Nieminen et al. (1994) demonstrated that hepatocyte killing by carbonyl cyanide m-cholorophenylhydrazone, a potent uncoupler of mitochondrial oxidative phosphorylation, was associated with ATP depletion, supporting that inhibition of cellular ATP formation is a crucial event in the progression of irreversible cell injury. Therefore, the ATP depletion induced by the specific NSAIDs, probably attributed to their uncoupling effects on oxidative phosphorylation, is suggested to be closely associated with the cytotoxicity of the NSAIDs, both of which were simultaneously observed here.

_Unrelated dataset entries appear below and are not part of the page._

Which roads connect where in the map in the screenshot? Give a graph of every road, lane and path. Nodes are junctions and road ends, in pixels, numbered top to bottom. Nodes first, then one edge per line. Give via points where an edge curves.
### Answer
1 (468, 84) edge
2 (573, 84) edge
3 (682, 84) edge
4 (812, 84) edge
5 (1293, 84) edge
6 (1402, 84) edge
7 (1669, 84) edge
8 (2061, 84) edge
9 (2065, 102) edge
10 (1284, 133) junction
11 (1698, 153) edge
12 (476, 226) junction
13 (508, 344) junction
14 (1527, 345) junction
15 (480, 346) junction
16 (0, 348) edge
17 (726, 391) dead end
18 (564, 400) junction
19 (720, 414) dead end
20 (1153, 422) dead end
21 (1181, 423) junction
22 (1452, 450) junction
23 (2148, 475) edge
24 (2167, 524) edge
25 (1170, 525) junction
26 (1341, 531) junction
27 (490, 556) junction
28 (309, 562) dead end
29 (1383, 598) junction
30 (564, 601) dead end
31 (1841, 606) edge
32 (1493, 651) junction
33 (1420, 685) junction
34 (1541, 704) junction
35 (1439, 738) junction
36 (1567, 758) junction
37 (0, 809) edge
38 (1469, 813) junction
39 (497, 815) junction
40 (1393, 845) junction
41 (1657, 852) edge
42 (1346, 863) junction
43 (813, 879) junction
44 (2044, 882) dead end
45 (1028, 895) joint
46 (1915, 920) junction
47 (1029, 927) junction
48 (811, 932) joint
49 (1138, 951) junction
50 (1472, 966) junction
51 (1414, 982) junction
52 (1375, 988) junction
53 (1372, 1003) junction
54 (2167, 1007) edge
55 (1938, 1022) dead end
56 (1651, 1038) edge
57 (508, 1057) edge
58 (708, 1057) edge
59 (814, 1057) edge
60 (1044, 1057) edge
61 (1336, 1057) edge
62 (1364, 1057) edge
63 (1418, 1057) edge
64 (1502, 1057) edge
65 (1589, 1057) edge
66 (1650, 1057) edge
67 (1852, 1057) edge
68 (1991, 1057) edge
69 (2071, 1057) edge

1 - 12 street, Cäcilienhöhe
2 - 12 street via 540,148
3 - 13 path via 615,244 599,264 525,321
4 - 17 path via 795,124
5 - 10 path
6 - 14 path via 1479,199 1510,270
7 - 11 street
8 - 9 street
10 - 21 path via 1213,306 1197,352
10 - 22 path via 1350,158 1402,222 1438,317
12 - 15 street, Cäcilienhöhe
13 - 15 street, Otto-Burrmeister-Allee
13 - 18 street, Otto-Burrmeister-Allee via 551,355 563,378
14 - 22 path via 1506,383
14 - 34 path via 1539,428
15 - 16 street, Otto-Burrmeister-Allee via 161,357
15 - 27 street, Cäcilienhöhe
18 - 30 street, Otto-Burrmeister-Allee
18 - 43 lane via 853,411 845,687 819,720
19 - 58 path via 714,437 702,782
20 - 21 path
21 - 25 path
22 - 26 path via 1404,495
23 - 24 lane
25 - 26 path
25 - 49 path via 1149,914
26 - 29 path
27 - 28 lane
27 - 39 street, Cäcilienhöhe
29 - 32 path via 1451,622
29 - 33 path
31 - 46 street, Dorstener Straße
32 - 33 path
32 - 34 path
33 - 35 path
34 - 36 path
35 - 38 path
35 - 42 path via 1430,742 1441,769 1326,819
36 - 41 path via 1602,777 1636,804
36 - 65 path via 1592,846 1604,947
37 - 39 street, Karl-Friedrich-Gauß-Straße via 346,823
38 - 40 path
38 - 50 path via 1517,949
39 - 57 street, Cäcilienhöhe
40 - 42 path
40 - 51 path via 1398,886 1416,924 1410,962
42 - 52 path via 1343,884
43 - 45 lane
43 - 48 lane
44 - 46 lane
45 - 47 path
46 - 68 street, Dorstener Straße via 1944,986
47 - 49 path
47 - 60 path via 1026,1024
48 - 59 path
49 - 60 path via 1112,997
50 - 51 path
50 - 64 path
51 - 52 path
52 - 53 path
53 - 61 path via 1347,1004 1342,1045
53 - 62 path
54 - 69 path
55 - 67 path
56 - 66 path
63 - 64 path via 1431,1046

Diphenylamine caused a decrease in ATP content to the same degree as diclofenac, suggesting that diphenylamine also has an uncoupling effect, whereas it has not been known as an uncoupler. It has been widely accepted that the uncoupling effect is a common nature of acidic NSAIDs having a carboxyl group, whose potency varies among NSAIDs as described above (McDougall et al., 1983; Mahmud et al., 1996; Mingatto et al., 1996; Petrescu and Tarba, 1997). However, if diphenylamine, which is not an NSAID, acts as an uncoupler, diclofenac and anthranilic acids trigger the reported uncoupling effects not as the one of the action of the NSAIDs but as of the diphenylamine derivative.

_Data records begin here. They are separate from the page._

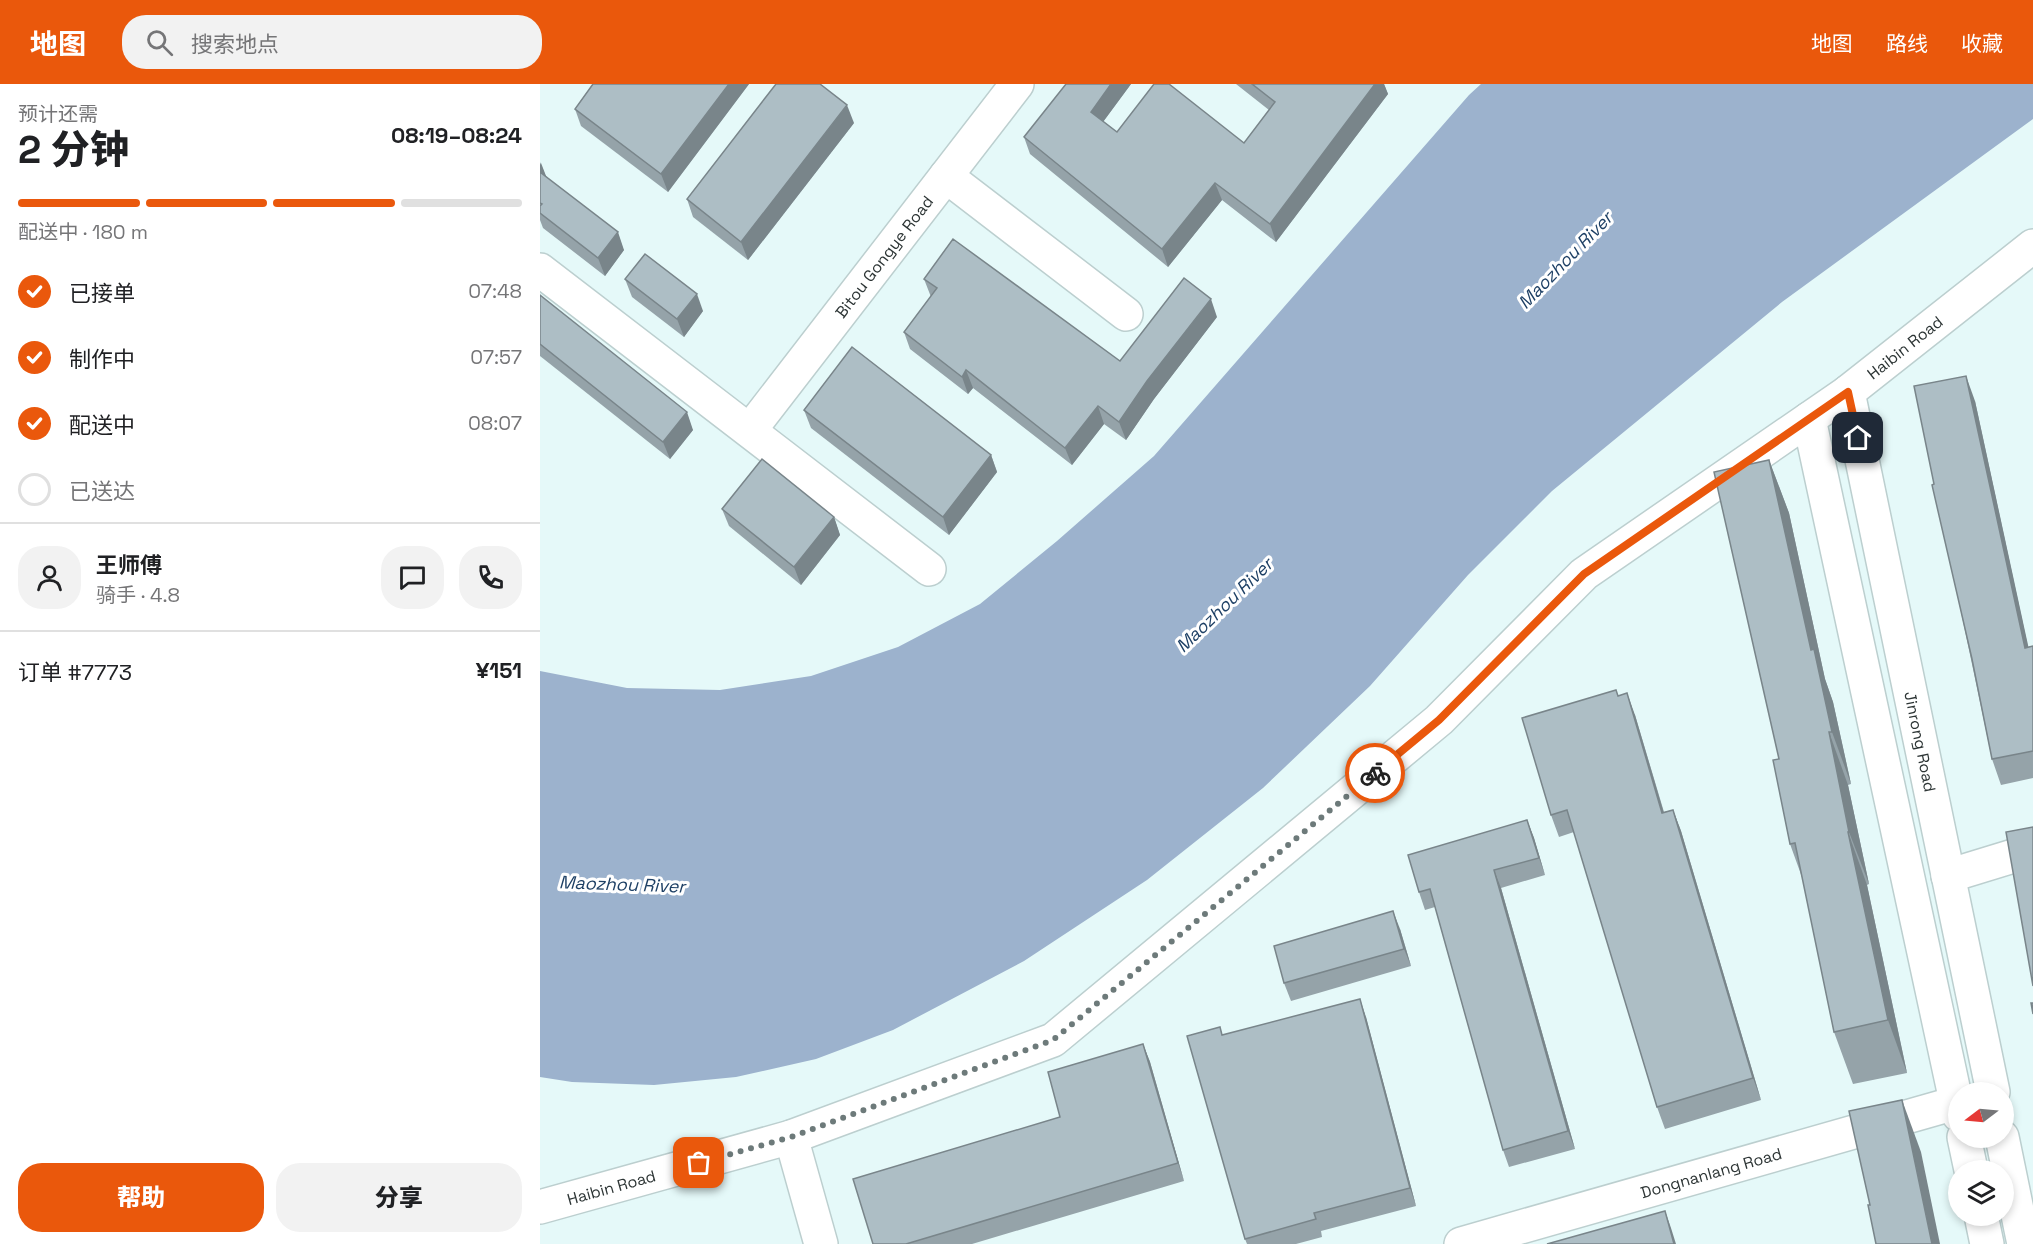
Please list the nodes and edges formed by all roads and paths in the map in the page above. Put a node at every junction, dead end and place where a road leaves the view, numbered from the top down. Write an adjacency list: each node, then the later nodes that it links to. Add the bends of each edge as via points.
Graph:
1 (1017, 84): 2 (street, Bitou Gongye Road)
2 (946, 176): 5 (street); 8 (street, Bitou Gongye Road)
3 (2033, 246): 6 (street, Haibin Road)
4 (540, 270): 8 (street)
5 (1126, 314)
6 (1848, 392): 7 (street, Haibin Road); 11 (street, Jinrong Road)
7 (1809, 419): 12 (street); 15 (street, Haibin Road, via 1584,574 1439,720 1053,1040)
8 (750, 430): 9 (street)
9 (929, 569)
10 (2033, 850): 11 (street)
11 (1948, 876): 13 (street, Jinrong Road)
12 (1953, 1082)
13 (1991, 1082)
14 (1948, 1110): 20 (street, Dongnanlang Road)
15 (791, 1137): 17 (street, Haibin Road); 19 (street)
16 (2004, 1148): 22 (street)
17 (540, 1207)
18 (1983, 1226): 21 (street)
19 (821, 1244)
20 (1461, 1244)
21 (1987, 1244)
22 (2024, 1244)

Previous studies with cultured hepatocytes suggested that diclofenac hepatotoxicity depended on its metabolism, that is, a reactive metabolite and/or intermediate was responsible for the cytotoxicity (Jurima-Romet et al., 1994; Ponsoda et al., 1995). Acyl glucuronide was known as a reactive metabolite of diclofenac (Hargus et al., 1994; Kretz-Rommel and Boelsterli, 1994), whereas Kretz-Rommel and Boelsterli (1993) proposed oxidative metabolism rather than glucuronidation was involved in the cytotoxicity of diclofenac. We have expected that the involvement of the metabolic activation clearly appears in freshly isolated hepatocytes, because drug-metabolizing enzyme activities, particularly the monooxygenase activities, were known to markedly decrease with duration of the hepatocyte culture (Paine, 1990; Skett, 1994). However, it should be noted that no effects of three inhibitors of P450 and a depletor of UDPGA were observed on the diclofenac-induced LDH leakage (fig. 7). This indicates that the cytotoxicity of diclofenac was caused by the drug itself but not by its reactive metabolite, although the possibility remains that the concentrations of the inhibitors were insufficient to inhibit diclofenac metabolism, because they were limited due to their own cytotoxicity. These findings and the proposed mechanism that the NSAIDs trigger as the uncoupler of mitochondrial oxidative phosphorylation and reduce cellular ATP contents indicate that the hepatotoxicity of the NSAIDs is "structure dependent" rather than "metabolism dependent." The discrepancy as to the involvement of a reactive metabolite might partially come from the experimental condition. The duration of the hepatocyte culture may permit the formation of the reactive metabolites enough to contribute to the cytotoxicity even if the drug-metabolizing enzyme activities decreases with the culture time. In contrast, it seems that depletion of cellular ATP observed in the present study is an early event responsible for cytotoxicity of NSAIDs.

In summary, the cytotoxicity induced by acidic NSAIDs in isolated rat hepatocytes is related to the their "skeleton" structure rather than the substituent position of carboxyl group. The diphenylamine was shown to be one of the essential structures in the NSAID-induced hepatotoxicity. The cytotoxic NSAIDs and diphenylamine extensively decreased hepatocellular ATP content, indicating that the decrease, probably by an uncoupling effect on mitochondrial oxidative phosphorylation, is responsible for the hepatotoxicity of the NSAIDs.